Metropolitan Bank of Minneapolis v. Northern Fuel Co., 173 Ill. 345 (1898)

June 18, 1898 · Illinois Supreme Court
173 Ill. 345

The Metropolitan Bank of Minneapolis v. The Northern Fuel Company.

Opinion filed June 18, 1898.

1. Trial—peremptory instruction comes too late when asked as one of the series. The Supreme Court cannot consider alleged error in refusing a peremptory instruction, asked, as one of a series, after the evidence is closed and the case submitted to the jury on the facts.

2. Instructions—when Supreme Court cannot consider alleged error in refusing instruction. Alleged error in refusing an instruction directing the jury to find that the contract in suit was an executed and not an executory contract cannot be considered by the Supreme Court, as the correctness of its refusal depends upon a determination of facts finally settled in the Appellate Court.

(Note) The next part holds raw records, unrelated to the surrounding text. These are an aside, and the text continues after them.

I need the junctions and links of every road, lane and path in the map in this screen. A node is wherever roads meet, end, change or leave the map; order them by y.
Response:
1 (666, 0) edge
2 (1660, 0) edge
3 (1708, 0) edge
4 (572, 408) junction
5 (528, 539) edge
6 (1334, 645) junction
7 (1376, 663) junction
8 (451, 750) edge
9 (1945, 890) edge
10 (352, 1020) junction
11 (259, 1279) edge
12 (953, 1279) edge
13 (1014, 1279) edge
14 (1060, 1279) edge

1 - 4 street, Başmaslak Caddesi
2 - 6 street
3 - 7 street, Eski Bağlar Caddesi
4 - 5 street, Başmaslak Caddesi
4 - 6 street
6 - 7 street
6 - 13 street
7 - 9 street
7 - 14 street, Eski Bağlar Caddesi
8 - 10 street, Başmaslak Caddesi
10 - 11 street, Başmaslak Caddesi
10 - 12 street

Metropolitan Bank v. Northern Fuel Co. 73 Ill. App. 164, affirmed.

Appeal from the Appellate Court for the First District;—heard in that court on appeal from the Superior Court of Cook county; the Hon. John Barton Payne, Judge, presiding.

Swift, Campbell & Jones, for appellant.

Ullmann & Hacker, for appellee.

Mr. Justice Wilkin

delivered the opinion of the court:

This is a suit in assumpsit by appellee, against appellant, in the Superior Court of Cook county. A trial by jury resulted in a verdict in favor of the plaintiff for $1986.06. A motion for new trial by the defendant was overruled, and judgment entered on the verdict for the full amount thereof and costs of suit. On appeal to the Appellate Court for the First District that judgment was affirmed. Appellant again appeals.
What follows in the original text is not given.